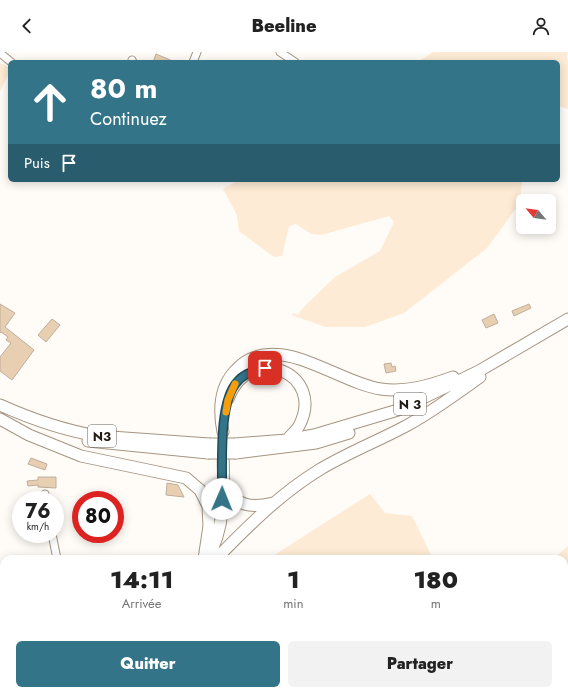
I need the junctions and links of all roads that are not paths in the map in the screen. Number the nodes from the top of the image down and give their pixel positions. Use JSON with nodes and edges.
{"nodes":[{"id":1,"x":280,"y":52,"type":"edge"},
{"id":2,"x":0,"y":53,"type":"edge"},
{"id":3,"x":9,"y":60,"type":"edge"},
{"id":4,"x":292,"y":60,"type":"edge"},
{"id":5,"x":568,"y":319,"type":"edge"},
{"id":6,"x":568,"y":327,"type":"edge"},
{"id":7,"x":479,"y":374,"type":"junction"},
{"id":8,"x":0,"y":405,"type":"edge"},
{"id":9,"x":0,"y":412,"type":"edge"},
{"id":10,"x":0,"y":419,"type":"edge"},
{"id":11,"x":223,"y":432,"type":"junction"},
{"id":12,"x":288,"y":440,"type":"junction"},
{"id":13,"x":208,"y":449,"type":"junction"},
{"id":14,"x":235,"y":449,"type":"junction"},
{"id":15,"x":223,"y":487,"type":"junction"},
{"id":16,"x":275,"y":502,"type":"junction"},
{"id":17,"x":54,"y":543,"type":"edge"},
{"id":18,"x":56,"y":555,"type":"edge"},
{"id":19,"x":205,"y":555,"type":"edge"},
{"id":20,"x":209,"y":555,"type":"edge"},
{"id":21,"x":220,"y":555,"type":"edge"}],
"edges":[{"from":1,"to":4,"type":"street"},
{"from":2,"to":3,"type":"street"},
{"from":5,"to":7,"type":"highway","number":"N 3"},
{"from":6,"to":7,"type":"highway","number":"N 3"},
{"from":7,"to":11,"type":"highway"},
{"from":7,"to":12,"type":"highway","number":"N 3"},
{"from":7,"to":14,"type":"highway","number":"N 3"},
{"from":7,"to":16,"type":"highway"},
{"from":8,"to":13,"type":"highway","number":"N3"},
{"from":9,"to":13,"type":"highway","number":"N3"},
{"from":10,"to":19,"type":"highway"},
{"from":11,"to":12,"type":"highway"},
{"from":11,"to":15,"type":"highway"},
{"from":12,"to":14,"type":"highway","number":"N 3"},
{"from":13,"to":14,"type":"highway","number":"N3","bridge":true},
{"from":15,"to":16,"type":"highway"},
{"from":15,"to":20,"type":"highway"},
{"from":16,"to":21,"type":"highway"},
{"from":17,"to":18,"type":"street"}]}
====
Apart from the images, everything in the records must be repeated exactly.

I need the junctions and links of all roads that are not paths in the map in the screen. Number the nodes from the top of the image down and give their pixel positions. Use JSON with nodes and edges.
{"nodes":[{"id":1,"x":280,"y":52,"type":"edge"},
{"id":2,"x":0,"y":53,"type":"edge"},
{"id":3,"x":9,"y":60,"type":"edge"},
{"id":4,"x":292,"y":60,"type":"edge"},
{"id":5,"x":568,"y":319,"type":"edge"},
{"id":6,"x":568,"y":327,"type":"edge"},
{"id":7,"x":479,"y":374,"type":"junction"},
{"id":8,"x":0,"y":405,"type":"edge"},
{"id":9,"x":0,"y":412,"type":"edge"},
{"id":10,"x":0,"y":419,"type":"edge"},
{"id":11,"x":223,"y":432,"type":"junction"},
{"id":12,"x":288,"y":440,"type":"junction"},
{"id":13,"x":208,"y":449,"type":"junction"},
{"id":14,"x":235,"y":449,"type":"junction"},
{"id":15,"x":223,"y":487,"type":"junction"},
{"id":16,"x":275,"y":502,"type":"junction"},
{"id":17,"x":54,"y":543,"type":"edge"},
{"id":18,"x":56,"y":555,"type":"edge"},
{"id":19,"x":205,"y":555,"type":"edge"},
{"id":20,"x":209,"y":555,"type":"edge"},
{"id":21,"x":220,"y":555,"type":"edge"}],
"edges":[{"from":1,"to":4,"type":"street"},
{"from":2,"to":3,"type":"street"},
{"from":5,"to":7,"type":"highway","number":"N 3"},
{"from":6,"to":7,"type":"highway","number":"N 3"},
{"from":7,"to":11,"type":"highway"},
{"from":7,"to":12,"type":"highway","number":"N 3"},
{"from":7,"to":14,"type":"highway","number":"N 3"},
{"from":7,"to":16,"type":"highway"},
{"from":8,"to":13,"type":"highway","number":"N3"},
{"from":9,"to":13,"type":"highway","number":"N3"},
{"from":10,"to":19,"type":"highway"},
{"from":11,"to":12,"type":"highway"},
{"from":11,"to":15,"type":"highway"},
{"from":12,"to":14,"type":"highway","number":"N 3"},
{"from":13,"to":14,"type":"highway","number":"N3","bridge":true},
{"from":15,"to":16,"type":"highway"},
{"from":15,"to":20,"type":"highway"},
{"from":16,"to":21,"type":"highway"},
{"from":17,"to":18,"type":"street"}]}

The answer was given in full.